Records from a data source:
══════

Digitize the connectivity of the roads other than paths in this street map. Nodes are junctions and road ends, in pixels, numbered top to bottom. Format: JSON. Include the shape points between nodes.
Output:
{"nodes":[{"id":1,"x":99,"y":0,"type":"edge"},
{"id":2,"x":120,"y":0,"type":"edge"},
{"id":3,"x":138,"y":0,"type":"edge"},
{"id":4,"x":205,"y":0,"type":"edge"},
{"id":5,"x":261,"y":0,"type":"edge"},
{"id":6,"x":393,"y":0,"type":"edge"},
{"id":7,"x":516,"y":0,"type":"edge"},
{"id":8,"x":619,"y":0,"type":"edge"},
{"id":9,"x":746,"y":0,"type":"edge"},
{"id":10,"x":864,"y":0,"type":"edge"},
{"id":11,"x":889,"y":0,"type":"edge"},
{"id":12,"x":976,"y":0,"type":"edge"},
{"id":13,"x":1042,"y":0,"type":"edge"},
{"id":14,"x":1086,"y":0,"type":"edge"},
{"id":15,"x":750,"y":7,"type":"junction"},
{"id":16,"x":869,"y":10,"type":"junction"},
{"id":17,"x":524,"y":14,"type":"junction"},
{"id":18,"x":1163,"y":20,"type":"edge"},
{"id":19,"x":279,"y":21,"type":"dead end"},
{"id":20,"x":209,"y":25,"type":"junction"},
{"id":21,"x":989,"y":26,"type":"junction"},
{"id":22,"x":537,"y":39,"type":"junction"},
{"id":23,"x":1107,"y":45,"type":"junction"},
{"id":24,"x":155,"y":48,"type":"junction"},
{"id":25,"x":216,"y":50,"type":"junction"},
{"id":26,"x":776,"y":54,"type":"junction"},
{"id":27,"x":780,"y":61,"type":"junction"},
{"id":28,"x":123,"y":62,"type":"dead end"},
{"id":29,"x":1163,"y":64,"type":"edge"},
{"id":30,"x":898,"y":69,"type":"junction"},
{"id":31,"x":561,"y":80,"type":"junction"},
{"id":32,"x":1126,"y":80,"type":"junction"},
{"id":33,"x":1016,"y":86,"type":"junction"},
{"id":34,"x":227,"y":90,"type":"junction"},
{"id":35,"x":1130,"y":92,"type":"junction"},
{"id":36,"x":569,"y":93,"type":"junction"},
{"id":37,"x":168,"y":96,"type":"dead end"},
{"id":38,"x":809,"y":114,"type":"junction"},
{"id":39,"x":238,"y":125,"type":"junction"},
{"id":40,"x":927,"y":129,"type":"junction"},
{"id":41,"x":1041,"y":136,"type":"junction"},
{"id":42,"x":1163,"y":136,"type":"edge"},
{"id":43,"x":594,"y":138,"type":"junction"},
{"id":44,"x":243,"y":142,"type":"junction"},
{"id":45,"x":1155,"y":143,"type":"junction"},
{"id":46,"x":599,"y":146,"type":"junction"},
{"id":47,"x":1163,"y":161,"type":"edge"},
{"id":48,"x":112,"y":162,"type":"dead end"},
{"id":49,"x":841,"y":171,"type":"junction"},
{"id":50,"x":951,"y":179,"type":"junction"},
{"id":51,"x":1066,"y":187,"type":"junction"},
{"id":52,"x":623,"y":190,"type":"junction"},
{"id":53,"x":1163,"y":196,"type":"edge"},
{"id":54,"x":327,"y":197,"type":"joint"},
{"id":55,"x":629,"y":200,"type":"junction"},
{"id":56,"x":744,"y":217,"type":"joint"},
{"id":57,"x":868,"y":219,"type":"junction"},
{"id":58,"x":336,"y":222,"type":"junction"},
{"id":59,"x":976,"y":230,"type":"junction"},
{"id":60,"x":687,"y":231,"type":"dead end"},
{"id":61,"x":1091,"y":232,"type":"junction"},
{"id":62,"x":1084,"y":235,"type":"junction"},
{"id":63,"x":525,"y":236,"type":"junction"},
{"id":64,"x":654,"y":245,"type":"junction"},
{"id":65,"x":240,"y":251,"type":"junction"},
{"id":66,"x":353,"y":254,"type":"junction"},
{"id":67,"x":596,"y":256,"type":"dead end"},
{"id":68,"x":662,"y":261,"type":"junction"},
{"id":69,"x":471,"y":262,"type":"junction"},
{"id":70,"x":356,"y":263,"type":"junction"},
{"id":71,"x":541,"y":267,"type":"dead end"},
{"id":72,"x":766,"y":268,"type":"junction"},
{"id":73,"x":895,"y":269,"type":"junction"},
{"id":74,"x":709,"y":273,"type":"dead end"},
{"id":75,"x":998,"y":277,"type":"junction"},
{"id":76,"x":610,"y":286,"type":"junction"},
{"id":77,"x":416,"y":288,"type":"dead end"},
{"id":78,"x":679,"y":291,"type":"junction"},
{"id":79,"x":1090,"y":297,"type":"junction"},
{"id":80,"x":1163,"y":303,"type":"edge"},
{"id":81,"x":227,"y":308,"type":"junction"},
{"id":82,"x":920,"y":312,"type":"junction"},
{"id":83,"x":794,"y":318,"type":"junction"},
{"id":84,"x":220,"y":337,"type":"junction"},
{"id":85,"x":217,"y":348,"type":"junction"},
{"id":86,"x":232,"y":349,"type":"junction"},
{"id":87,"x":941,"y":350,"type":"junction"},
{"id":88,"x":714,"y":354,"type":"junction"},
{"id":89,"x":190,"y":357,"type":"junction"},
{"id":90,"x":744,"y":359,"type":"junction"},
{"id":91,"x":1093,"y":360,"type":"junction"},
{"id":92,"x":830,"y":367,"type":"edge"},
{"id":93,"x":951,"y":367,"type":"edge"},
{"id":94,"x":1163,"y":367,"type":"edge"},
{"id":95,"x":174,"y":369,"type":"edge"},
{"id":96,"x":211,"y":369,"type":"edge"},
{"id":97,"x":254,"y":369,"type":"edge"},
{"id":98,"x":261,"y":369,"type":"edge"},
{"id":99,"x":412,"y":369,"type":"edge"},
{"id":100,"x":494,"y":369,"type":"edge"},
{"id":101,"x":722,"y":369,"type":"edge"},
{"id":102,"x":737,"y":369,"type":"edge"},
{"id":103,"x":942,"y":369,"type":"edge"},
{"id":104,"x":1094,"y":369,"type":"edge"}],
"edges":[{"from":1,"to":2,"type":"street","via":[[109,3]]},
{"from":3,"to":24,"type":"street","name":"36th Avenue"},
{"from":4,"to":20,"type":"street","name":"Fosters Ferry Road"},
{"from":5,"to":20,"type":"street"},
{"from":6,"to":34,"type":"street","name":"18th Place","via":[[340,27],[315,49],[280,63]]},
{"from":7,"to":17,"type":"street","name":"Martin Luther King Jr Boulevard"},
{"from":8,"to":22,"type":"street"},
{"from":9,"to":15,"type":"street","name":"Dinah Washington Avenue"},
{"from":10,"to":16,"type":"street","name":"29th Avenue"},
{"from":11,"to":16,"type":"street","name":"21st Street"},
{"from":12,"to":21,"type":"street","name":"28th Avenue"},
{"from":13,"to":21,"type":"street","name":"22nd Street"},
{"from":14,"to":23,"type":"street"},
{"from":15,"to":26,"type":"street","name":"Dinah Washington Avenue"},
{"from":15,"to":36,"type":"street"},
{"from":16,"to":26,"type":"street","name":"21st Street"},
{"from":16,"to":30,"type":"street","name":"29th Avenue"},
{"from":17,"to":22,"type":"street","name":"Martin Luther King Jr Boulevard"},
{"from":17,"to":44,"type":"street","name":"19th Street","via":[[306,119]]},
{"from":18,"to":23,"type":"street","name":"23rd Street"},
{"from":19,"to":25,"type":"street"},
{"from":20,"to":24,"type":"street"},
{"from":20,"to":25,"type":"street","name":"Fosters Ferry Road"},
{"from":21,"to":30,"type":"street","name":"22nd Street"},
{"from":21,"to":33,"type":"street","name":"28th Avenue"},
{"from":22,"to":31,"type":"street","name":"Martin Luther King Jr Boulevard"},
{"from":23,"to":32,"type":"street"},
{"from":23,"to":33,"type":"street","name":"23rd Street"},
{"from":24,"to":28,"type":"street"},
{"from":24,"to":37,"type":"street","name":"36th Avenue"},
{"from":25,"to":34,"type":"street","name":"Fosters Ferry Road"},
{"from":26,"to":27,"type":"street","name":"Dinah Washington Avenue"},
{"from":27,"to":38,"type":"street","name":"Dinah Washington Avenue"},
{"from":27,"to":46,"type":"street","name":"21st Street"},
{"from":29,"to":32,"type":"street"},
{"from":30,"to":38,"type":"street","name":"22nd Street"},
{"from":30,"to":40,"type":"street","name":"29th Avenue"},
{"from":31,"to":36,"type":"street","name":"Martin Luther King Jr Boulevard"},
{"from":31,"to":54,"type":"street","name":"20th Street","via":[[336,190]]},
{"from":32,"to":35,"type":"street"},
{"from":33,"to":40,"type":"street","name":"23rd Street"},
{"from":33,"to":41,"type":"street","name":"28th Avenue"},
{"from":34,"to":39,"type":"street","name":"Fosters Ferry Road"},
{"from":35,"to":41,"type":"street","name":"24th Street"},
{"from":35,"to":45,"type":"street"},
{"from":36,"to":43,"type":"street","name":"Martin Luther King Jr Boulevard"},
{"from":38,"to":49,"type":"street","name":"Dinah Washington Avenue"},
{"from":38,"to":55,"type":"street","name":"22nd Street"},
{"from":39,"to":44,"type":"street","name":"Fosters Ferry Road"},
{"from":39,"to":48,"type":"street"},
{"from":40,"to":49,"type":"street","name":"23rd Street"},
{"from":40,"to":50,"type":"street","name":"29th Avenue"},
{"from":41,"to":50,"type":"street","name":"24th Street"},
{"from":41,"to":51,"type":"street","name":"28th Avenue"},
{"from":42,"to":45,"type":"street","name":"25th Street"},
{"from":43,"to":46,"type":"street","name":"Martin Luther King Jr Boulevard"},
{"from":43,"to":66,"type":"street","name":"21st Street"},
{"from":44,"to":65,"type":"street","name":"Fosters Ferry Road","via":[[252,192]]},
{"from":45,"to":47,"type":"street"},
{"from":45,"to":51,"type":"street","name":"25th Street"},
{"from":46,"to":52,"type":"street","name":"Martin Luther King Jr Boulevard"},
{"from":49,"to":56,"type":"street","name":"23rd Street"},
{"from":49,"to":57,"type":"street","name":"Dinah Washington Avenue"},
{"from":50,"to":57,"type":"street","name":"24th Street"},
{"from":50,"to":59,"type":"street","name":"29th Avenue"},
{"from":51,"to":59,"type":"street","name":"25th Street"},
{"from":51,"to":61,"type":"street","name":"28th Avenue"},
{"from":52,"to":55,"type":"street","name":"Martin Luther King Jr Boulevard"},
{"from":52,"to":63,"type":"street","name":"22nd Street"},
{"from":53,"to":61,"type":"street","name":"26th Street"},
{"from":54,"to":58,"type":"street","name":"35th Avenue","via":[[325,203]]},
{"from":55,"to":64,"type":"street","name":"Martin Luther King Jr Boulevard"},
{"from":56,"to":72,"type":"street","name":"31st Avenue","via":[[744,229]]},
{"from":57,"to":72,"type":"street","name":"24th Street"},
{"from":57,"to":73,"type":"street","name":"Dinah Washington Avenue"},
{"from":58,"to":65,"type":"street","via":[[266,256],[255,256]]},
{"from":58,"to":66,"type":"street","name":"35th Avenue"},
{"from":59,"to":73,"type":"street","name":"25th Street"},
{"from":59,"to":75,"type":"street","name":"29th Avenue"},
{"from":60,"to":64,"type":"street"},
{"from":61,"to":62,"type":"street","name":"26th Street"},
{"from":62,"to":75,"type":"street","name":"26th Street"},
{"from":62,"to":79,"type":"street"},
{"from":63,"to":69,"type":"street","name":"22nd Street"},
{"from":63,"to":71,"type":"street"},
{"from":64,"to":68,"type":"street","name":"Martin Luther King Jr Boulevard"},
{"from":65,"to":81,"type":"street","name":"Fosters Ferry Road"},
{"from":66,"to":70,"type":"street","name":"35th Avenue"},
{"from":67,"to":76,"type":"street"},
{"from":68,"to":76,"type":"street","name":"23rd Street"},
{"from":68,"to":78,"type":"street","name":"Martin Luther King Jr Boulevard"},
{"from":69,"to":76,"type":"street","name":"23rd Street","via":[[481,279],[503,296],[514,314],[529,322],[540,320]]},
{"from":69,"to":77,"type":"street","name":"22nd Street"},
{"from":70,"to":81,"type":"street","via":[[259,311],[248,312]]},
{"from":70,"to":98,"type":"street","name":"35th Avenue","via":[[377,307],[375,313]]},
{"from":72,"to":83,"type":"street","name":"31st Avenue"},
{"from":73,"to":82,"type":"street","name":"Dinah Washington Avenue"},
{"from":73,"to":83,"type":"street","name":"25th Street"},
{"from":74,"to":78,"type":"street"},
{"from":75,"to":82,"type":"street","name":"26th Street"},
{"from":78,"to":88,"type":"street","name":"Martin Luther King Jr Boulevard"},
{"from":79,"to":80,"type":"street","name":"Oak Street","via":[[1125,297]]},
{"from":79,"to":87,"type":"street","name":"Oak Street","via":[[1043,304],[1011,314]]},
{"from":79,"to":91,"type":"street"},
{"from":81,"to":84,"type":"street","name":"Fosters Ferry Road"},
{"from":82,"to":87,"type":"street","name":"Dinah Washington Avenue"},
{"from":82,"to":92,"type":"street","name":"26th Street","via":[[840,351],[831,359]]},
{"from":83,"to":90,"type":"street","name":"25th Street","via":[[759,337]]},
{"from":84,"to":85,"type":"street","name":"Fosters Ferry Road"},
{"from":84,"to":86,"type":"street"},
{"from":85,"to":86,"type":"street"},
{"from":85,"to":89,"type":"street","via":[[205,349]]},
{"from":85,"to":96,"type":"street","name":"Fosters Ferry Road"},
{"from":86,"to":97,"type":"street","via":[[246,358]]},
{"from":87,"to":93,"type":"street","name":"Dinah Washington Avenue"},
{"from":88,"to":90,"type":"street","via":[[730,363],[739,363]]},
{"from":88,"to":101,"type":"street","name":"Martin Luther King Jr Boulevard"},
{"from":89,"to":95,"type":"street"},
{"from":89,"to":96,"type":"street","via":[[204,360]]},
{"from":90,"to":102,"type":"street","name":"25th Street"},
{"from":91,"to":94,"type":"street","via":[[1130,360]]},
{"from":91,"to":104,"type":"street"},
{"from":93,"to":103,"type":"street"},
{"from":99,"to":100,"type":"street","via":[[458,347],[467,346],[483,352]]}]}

══════

# Work item
Spot the lines above that mention "joint" and copy them.

# Solution
{"id":54,"x":327,"y":197,"type":"joint"},
{"id":56,"x":744,"y":217,"type":"joint"},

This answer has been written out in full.